§ Problem statement:
Copying task for the records below: reproduce each one exactly and drop the pictures.

[Start of section]

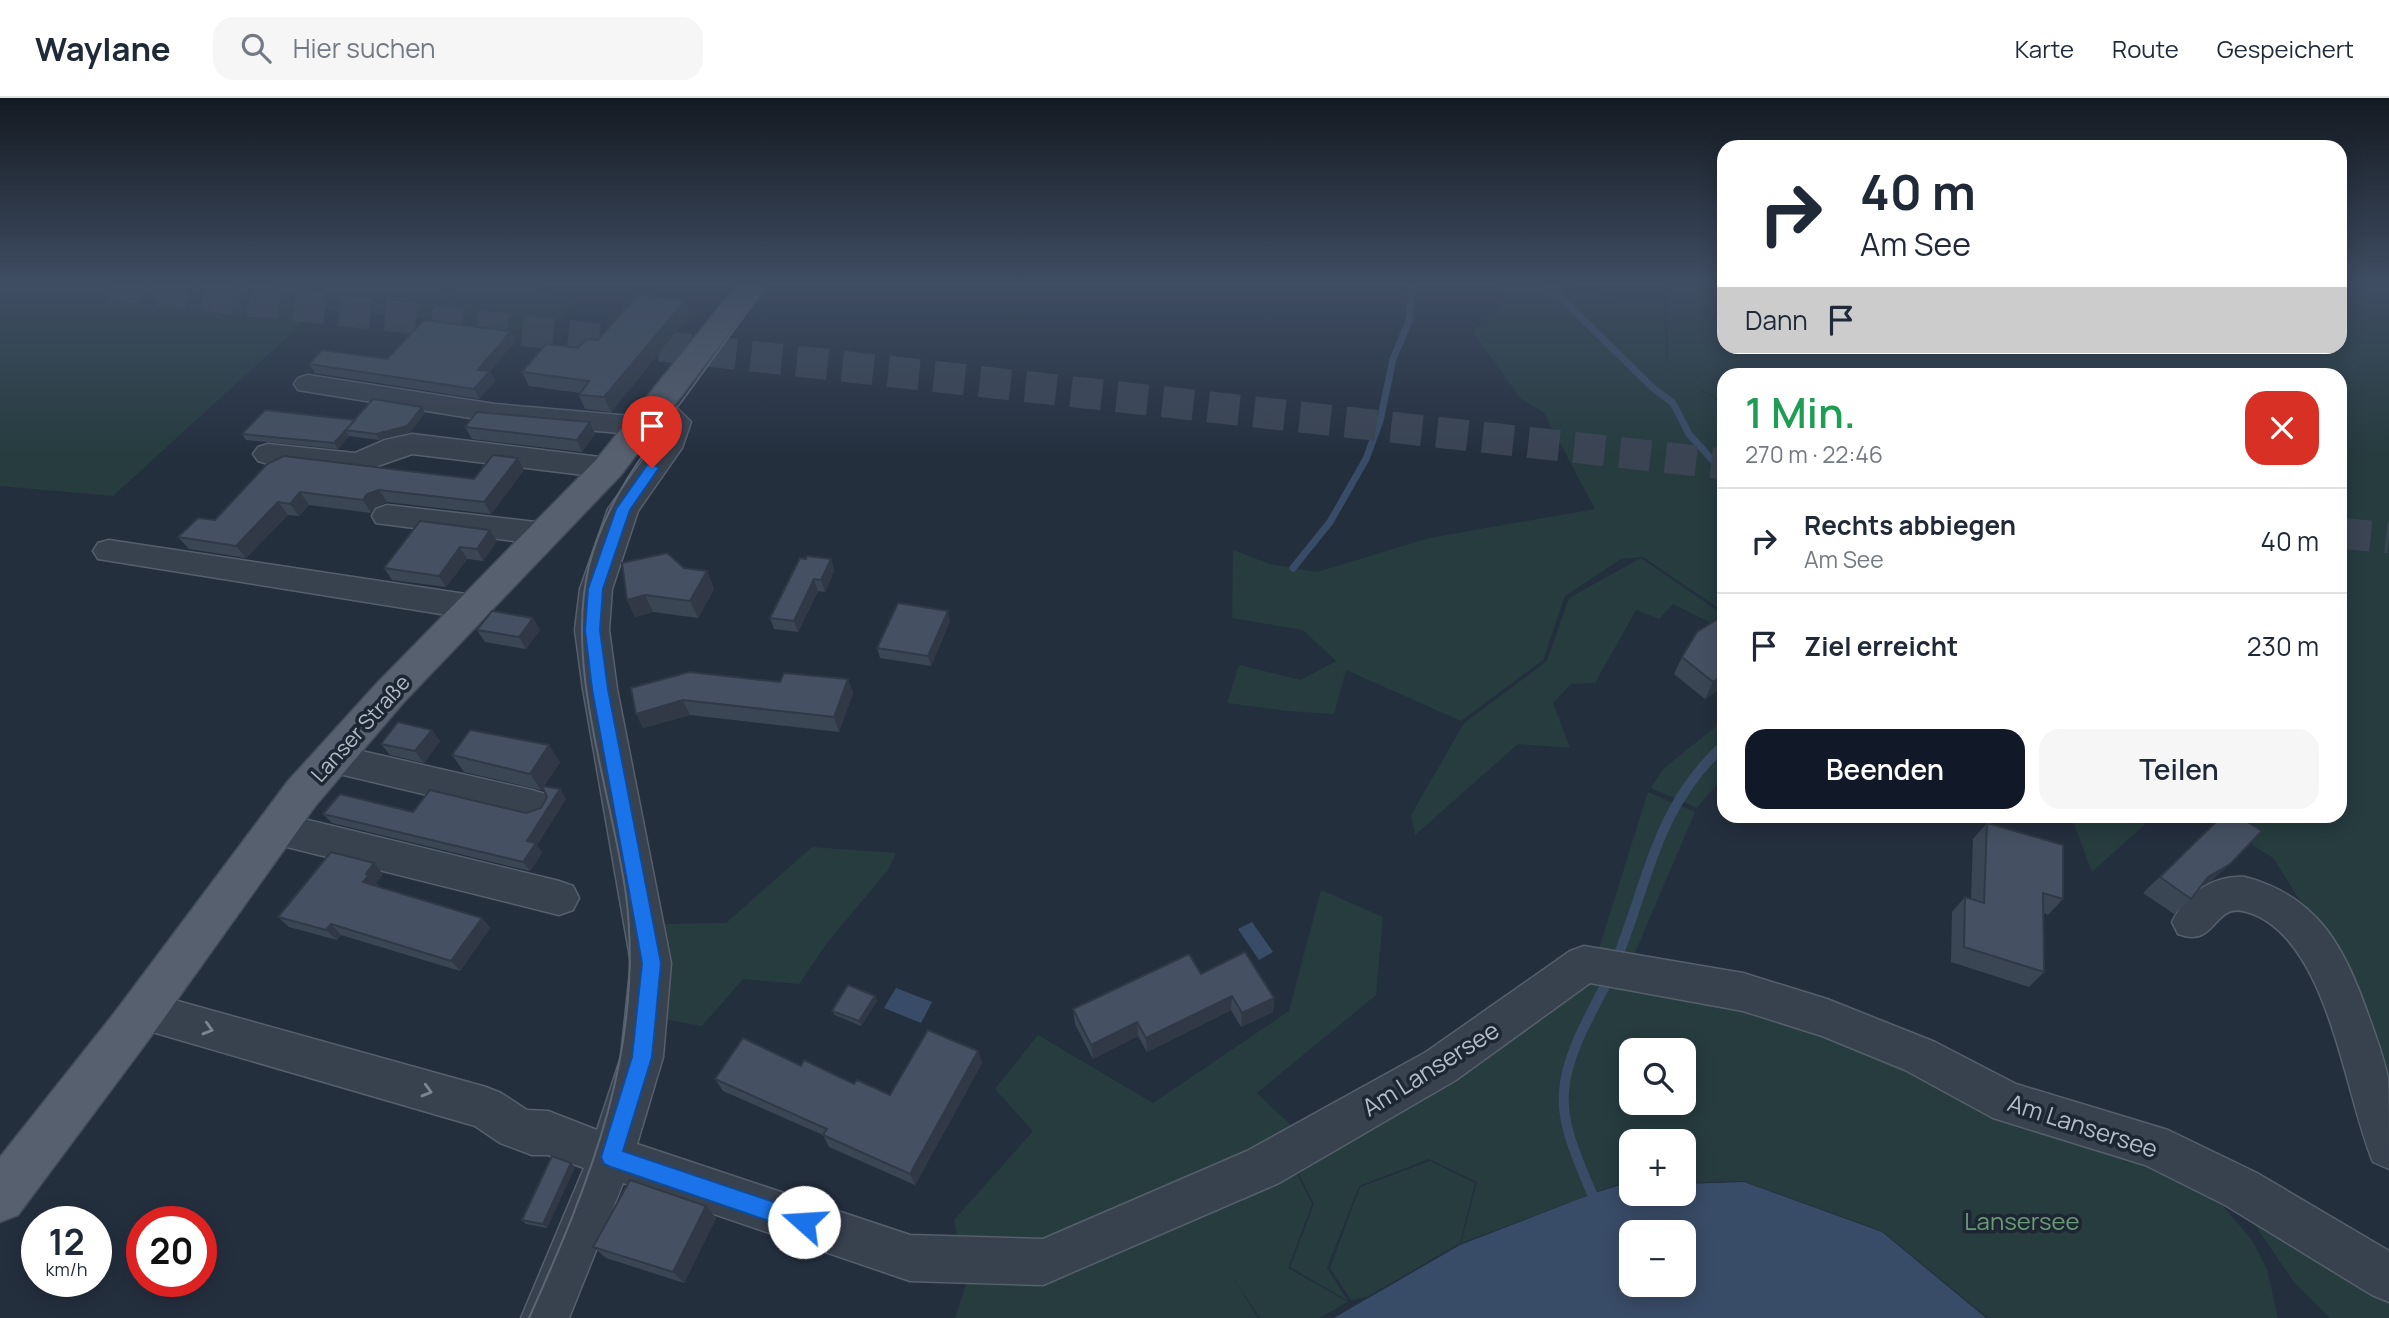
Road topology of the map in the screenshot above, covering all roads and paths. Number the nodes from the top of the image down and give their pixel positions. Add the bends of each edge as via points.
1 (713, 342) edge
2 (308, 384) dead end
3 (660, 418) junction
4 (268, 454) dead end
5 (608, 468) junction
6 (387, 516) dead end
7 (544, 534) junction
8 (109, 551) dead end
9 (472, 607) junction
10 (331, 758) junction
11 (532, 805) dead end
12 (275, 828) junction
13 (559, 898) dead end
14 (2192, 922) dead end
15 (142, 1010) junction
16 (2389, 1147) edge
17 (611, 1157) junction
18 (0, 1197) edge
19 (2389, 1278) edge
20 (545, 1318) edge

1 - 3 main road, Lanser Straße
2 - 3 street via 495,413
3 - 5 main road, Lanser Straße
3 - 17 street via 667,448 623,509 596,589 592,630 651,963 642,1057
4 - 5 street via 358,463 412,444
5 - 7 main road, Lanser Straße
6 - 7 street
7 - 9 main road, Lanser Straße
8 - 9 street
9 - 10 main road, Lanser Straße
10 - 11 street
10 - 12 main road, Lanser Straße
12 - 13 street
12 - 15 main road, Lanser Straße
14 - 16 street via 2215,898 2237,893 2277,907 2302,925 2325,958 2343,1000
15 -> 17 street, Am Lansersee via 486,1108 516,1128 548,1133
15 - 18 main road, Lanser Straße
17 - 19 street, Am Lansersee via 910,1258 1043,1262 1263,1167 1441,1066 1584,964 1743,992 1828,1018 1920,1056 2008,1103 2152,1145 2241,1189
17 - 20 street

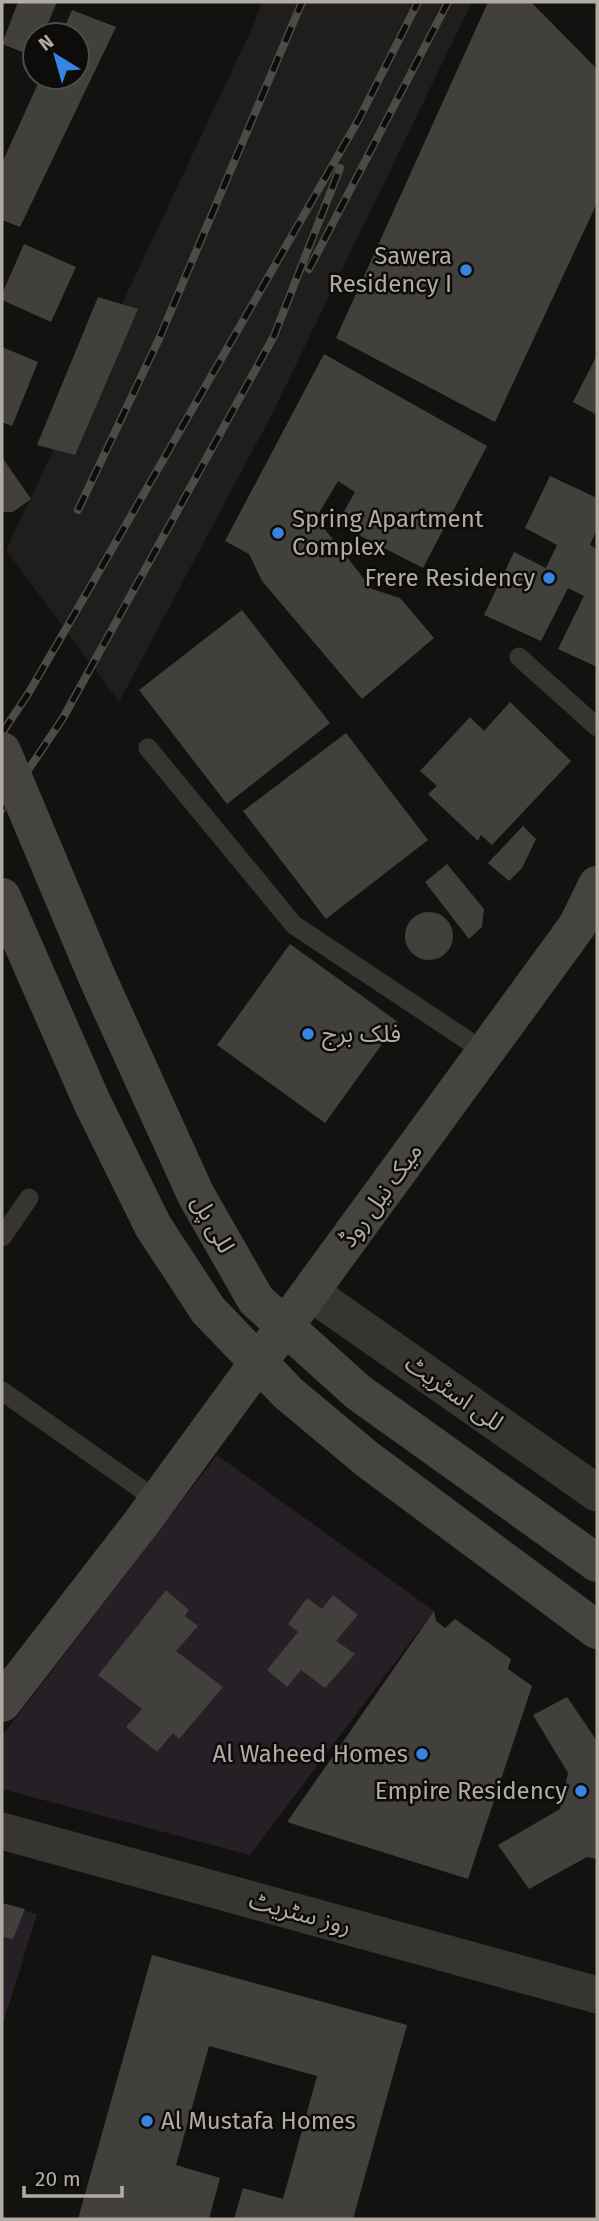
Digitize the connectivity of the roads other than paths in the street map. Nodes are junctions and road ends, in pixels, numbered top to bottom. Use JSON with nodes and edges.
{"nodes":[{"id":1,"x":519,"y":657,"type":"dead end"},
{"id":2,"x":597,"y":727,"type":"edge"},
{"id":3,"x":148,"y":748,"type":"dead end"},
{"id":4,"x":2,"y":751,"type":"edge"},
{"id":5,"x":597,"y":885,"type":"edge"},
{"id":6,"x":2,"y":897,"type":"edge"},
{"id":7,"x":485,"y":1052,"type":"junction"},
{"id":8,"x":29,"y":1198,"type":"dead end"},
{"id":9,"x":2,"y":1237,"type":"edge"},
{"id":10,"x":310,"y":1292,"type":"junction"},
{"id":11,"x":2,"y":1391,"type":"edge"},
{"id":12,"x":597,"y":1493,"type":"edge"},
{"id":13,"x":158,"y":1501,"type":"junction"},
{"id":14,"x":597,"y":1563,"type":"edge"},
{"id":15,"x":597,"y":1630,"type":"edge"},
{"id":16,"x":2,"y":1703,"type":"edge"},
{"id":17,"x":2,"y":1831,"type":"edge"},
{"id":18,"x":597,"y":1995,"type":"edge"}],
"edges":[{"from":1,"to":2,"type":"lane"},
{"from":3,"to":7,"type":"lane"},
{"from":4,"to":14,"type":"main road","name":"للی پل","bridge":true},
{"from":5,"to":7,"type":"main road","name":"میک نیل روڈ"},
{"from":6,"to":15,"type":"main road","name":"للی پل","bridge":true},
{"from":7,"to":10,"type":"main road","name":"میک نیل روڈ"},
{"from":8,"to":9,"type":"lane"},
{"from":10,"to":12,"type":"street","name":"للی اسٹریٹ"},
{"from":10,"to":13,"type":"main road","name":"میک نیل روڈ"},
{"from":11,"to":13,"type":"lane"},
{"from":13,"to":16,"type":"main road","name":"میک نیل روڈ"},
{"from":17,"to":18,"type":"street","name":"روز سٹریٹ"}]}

[End of section]

§ Answer to this problem:
Road topology of the map in the screenshot above, covering all roads and paths. Number the nodes from the top of the image down and give their pixel positions. Add the bends of each edge as via points.
1 (713, 342) edge
2 (308, 384) dead end
3 (660, 418) junction
4 (268, 454) dead end
5 (608, 468) junction
6 (387, 516) dead end
7 (544, 534) junction
8 (109, 551) dead end
9 (472, 607) junction
10 (331, 758) junction
11 (532, 805) dead end
12 (275, 828) junction
13 (559, 898) dead end
14 (2192, 922) dead end
15 (142, 1010) junction
16 (2389, 1147) edge
17 (611, 1157) junction
18 (0, 1197) edge
19 (2389, 1278) edge
20 (545, 1318) edge

1 - 3 main road, Lanser Straße
2 - 3 street via 495,413
3 - 5 main road, Lanser Straße
3 - 17 street via 667,448 623,509 596,589 592,630 651,963 642,1057
4 - 5 street via 358,463 412,444
5 - 7 main road, Lanser Straße
6 - 7 street
7 - 9 main road, Lanser Straße
8 - 9 street
9 - 10 main road, Lanser Straße
10 - 11 street
10 - 12 main road, Lanser Straße
12 - 13 street
12 - 15 main road, Lanser Straße
14 - 16 street via 2215,898 2237,893 2277,907 2302,925 2325,958 2343,1000
15 -> 17 street, Am Lansersee via 486,1108 516,1128 548,1133
15 - 18 main road, Lanser Straße
17 - 19 street, Am Lansersee via 910,1258 1043,1262 1263,1167 1441,1066 1584,964 1743,992 1828,1018 1920,1056 2008,1103 2152,1145 2241,1189
17 - 20 street

Digitize the connectivity of the roads other than paths in the street map. Nodes are junctions and road ends, in pixels, numbered top to bottom. Use JSON with nodes and edges.
{"nodes":[{"id":1,"x":519,"y":657,"type":"dead end"},
{"id":2,"x":597,"y":727,"type":"edge"},
{"id":3,"x":148,"y":748,"type":"dead end"},
{"id":4,"x":2,"y":751,"type":"edge"},
{"id":5,"x":597,"y":885,"type":"edge"},
{"id":6,"x":2,"y":897,"type":"edge"},
{"id":7,"x":485,"y":1052,"type":"junction"},
{"id":8,"x":29,"y":1198,"type":"dead end"},
{"id":9,"x":2,"y":1237,"type":"edge"},
{"id":10,"x":310,"y":1292,"type":"junction"},
{"id":11,"x":2,"y":1391,"type":"edge"},
{"id":12,"x":597,"y":1493,"type":"edge"},
{"id":13,"x":158,"y":1501,"type":"junction"},
{"id":14,"x":597,"y":1563,"type":"edge"},
{"id":15,"x":597,"y":1630,"type":"edge"},
{"id":16,"x":2,"y":1703,"type":"edge"},
{"id":17,"x":2,"y":1831,"type":"edge"},
{"id":18,"x":597,"y":1995,"type":"edge"}],
"edges":[{"from":1,"to":2,"type":"lane"},
{"from":3,"to":7,"type":"lane"},
{"from":4,"to":14,"type":"main road","name":"للی پل","bridge":true},
{"from":5,"to":7,"type":"main road","name":"میک نیل روڈ"},
{"from":6,"to":15,"type":"main road","name":"للی پل","bridge":true},
{"from":7,"to":10,"type":"main road","name":"میک نیل روڈ"},
{"from":8,"to":9,"type":"lane"},
{"from":10,"to":12,"type":"street","name":"للی اسٹریٹ"},
{"from":10,"to":13,"type":"main road","name":"میک نیل روڈ"},
{"from":11,"to":13,"type":"lane"},
{"from":13,"to":16,"type":"main road","name":"میک نیل روڈ"},
{"from":17,"to":18,"type":"street","name":"روز سٹریٹ"}]}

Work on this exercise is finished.